Newton and Dr. Suess

How do you know which of the approximately 1,456,723 kinds of running shoes to buy when you first start out?  It is an important choice, since you will spend HOURS on these things, and if you choose wrong, the consequences range from blisters to injury or worse:  looking bad!  When I started running, I should have listened to what my dad (old school runner – the “run at lunch every day at work, almost BQ without really knowing it” kind) told me to do: don’t start running.  But fortunately I did not listen.  Instead I listened to his backup advice:  go to a running store and get the right shoes.  So, I went to my locally owned running store (Fleet Feet here in Syracuse, which recently was named best running store in the Universe, or something like that).  They asked me a bunch of questions (more in depth than my doctor) and put me on a treadmill with a slow motion video camera to really emphasize how truly awful my form is, and then started bringing out shoes for me.  Eventually, they helped me narrow down the approximately 17 choices, and after more analysis, we picked my first real running shoes.   And they worked fine.  And each time I went back, I’d just get the same thing.  And they still worked fine.  The system was perfect.  As they say: If it ain’t broke, don’t fix it.  So I did not mess with success.

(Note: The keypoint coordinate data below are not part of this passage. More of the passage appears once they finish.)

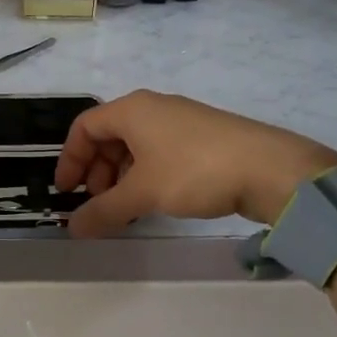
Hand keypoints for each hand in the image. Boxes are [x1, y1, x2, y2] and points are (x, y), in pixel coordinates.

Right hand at [54, 91, 336, 238]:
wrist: (270, 169)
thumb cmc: (194, 171)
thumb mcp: (142, 193)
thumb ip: (103, 210)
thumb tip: (72, 228)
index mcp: (132, 109)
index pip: (84, 127)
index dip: (70, 159)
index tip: (67, 192)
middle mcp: (153, 108)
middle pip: (109, 136)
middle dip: (96, 171)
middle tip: (98, 203)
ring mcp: (180, 121)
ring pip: (135, 146)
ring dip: (121, 177)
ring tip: (125, 208)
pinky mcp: (202, 138)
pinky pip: (160, 152)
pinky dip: (146, 175)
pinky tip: (155, 201)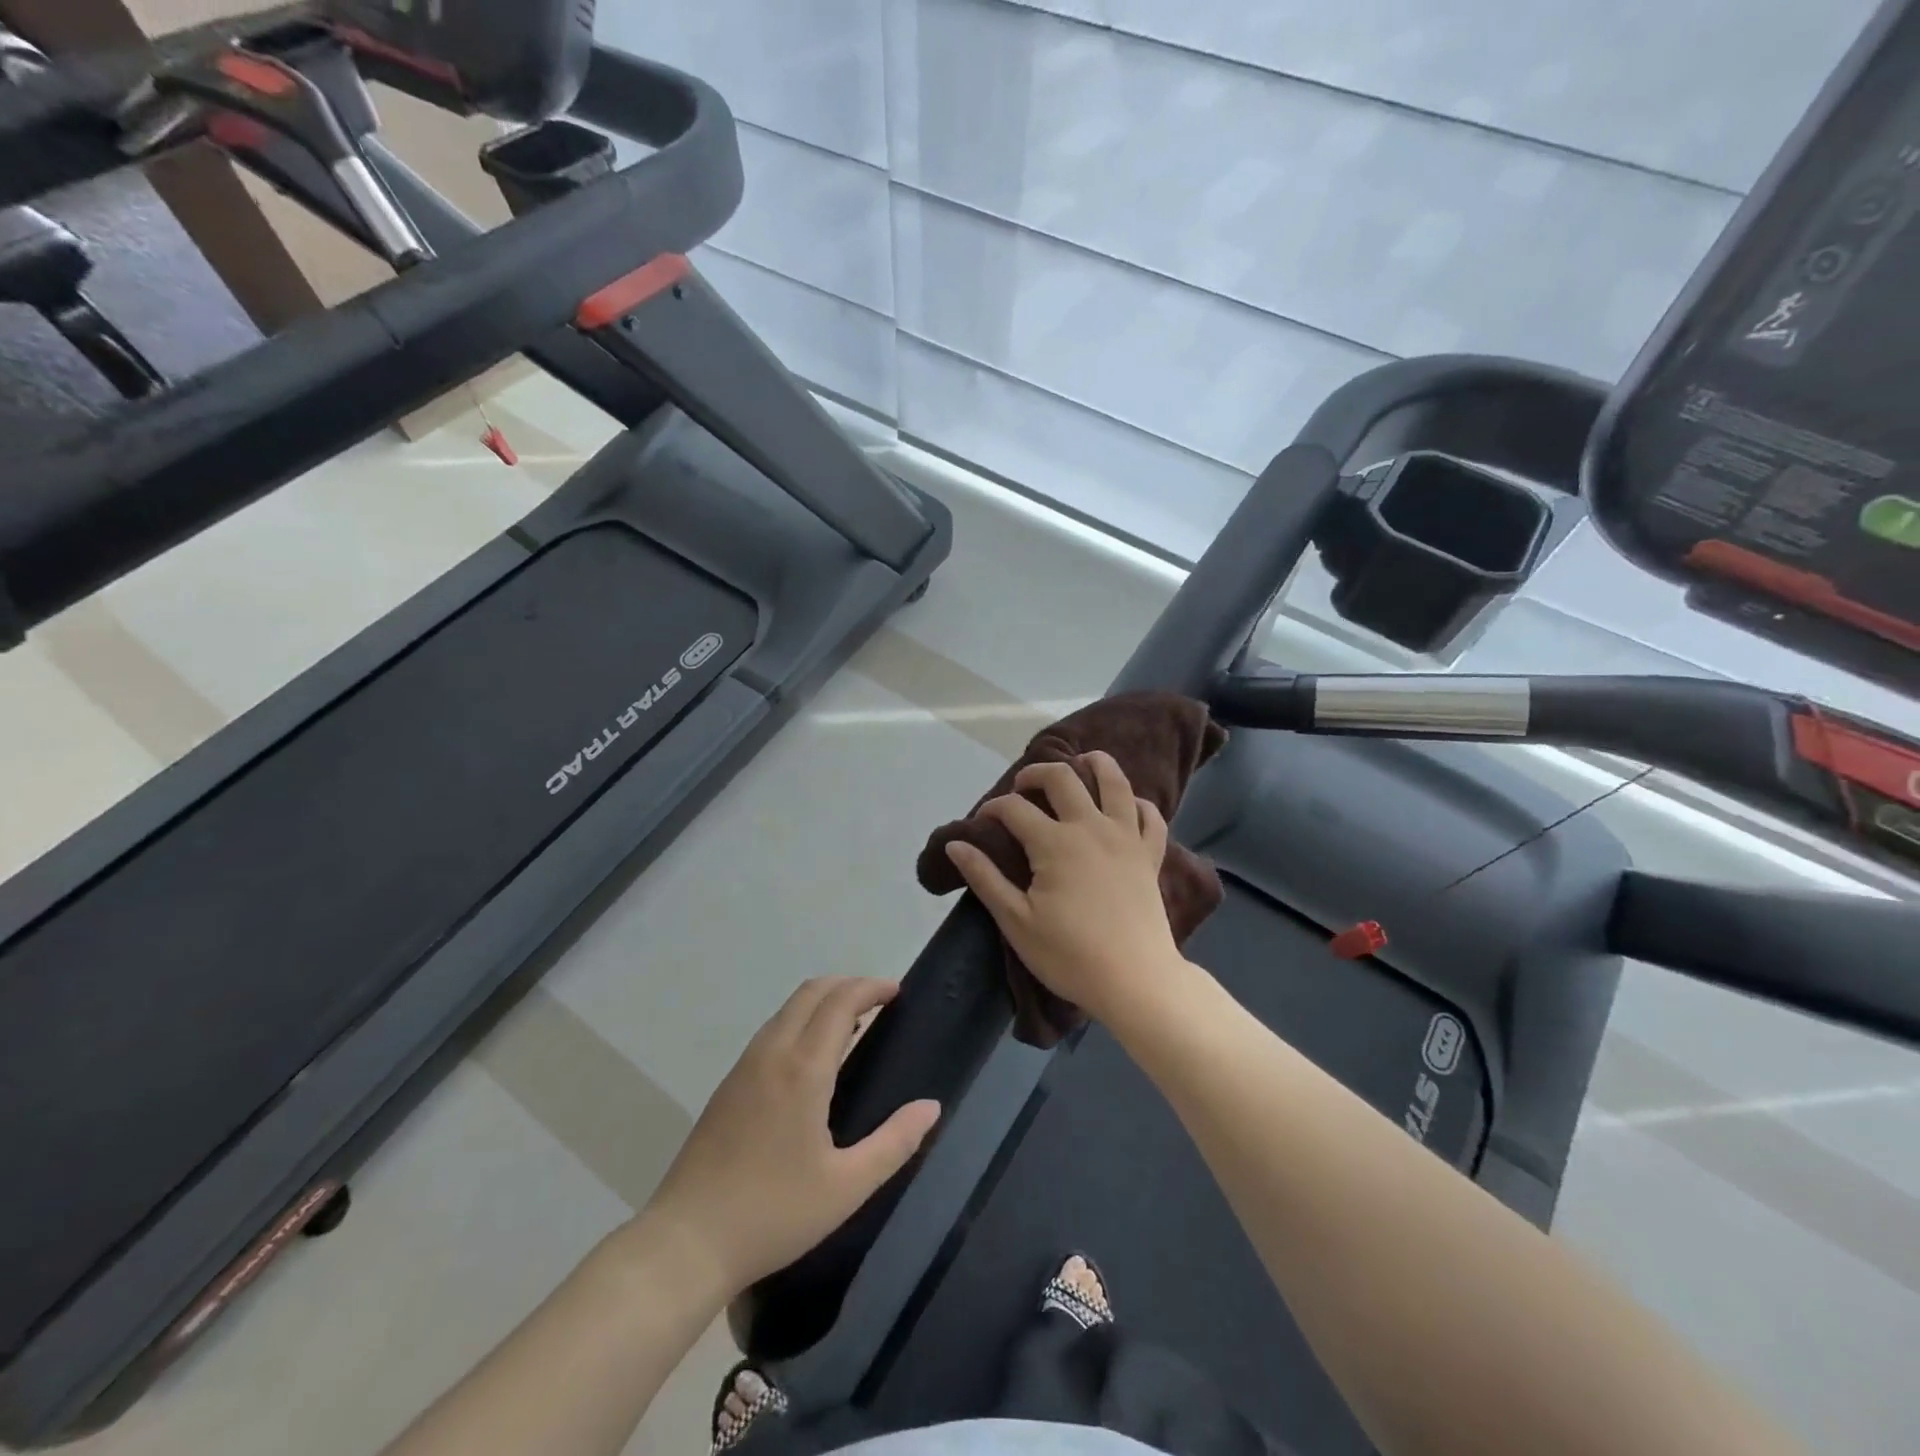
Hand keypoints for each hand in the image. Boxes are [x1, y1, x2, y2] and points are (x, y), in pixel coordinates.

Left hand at [640, 978, 939, 1295]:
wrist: (685, 1242)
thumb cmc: (773, 1213)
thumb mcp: (847, 1187)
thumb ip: (895, 1143)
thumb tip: (931, 1107)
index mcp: (803, 1068)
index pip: (840, 1001)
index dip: (871, 987)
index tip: (897, 992)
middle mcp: (772, 1053)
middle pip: (811, 992)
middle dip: (848, 985)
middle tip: (879, 1002)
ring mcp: (744, 1067)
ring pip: (787, 1009)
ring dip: (822, 1002)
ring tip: (852, 1025)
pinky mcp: (727, 1085)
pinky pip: (771, 1031)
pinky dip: (800, 1021)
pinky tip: (811, 1058)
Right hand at [944, 752, 1180, 1022]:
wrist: (1135, 981)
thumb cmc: (1070, 955)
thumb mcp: (1016, 921)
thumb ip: (984, 878)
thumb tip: (955, 844)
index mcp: (1055, 842)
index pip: (1015, 808)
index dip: (993, 808)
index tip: (982, 821)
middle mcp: (1091, 827)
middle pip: (1063, 778)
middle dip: (1037, 773)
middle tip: (1024, 786)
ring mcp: (1126, 837)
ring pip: (1115, 782)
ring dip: (1095, 764)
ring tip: (1081, 763)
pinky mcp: (1150, 854)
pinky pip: (1150, 816)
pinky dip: (1137, 804)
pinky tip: (1126, 806)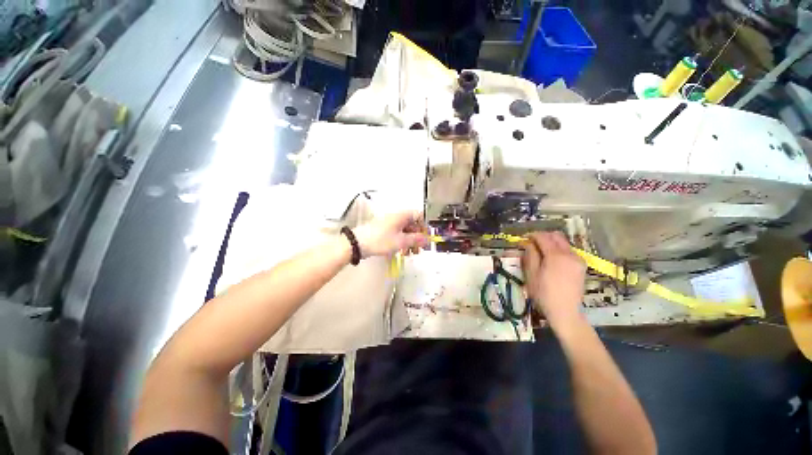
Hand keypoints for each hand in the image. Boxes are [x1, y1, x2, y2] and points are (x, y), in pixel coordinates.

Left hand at [353, 211, 427, 257]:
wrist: (357, 243)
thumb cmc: (380, 240)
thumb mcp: (401, 241)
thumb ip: (416, 240)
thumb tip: (428, 239)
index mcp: (402, 216)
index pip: (419, 216)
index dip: (424, 226)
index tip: (426, 238)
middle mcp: (396, 217)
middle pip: (412, 224)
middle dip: (418, 237)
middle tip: (420, 249)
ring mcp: (389, 223)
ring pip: (405, 230)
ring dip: (410, 241)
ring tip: (411, 253)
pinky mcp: (384, 230)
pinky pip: (397, 234)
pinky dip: (402, 242)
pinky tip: (402, 252)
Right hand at [521, 232, 585, 328]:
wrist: (565, 312)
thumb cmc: (544, 294)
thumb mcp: (532, 274)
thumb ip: (530, 255)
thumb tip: (528, 243)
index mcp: (556, 255)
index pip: (543, 237)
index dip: (532, 235)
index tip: (523, 238)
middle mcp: (570, 254)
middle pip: (556, 236)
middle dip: (543, 236)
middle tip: (531, 243)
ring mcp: (578, 260)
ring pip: (564, 243)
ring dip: (551, 242)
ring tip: (540, 251)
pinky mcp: (581, 266)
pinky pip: (569, 251)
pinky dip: (559, 250)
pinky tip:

Until I went to Lake Placid to watch (and sign up for) Ironman last summer.  Yeah, I got caught up.  Yeah, Newton shoes were all the rage.  Yeah, they had a booth.  Yeah, they were the coolest things ever.  Yeah, I drank the Kool Aid and I got some.  And that started the most intensive sneaker study ever conducted on the planet.  I’d give you the short version, but since no one reads my blog except my wife and parents, why skip anything boring, when I can give you ALL the boring.  And here it is:

They tell you not to run too far the first time you wear minimal shoes.  So I ran to the end of the driveway, got the mail, and ran back.  It was OK.  Eventually I tried a mile or so.  And it still felt OK.  BUT then I immediately switched to my old shoes and went back out and WOW!  It was like running in cement blocks.  Relatively soft cement blocks (Newtons are not really all that cushioned, and my old ones were) but SO big and heavy.  In comparison, I LOVED the Newtons!

So I slowly made the switch, putting more and more miles on the Newtons each time I went out, until that magic day when I realized that Newtons really don’t have a lot of cushioning and I’m old and beat up and maybe this wasn’t such a good idea.  So I checked with Fleet Feet – what could I do that is light and minimal like Newtons but supportive and soft like my old shoes?  Ahh – “try these Karhus” they said (I think they are made by Volvo in Sweden or something like that) and WOW!  They were SOFT!  And light!

So again I slowly made the switch, putting more and more miles on them each time I went out, until that magic day when I realized that they are really too soft and I’m old and beat up and need more support.  But, instead of asking Fleet Feet, I figured out the solution myself.  (Or so I thought)  I needed to put back my Super Feet, which the Newton guy, based on his years of medical training and thorough history of my physical condition, said I would not need.  But maybe, I thought, they would give me that extra support and cushioning, while still allowing me to have minimalist shoes?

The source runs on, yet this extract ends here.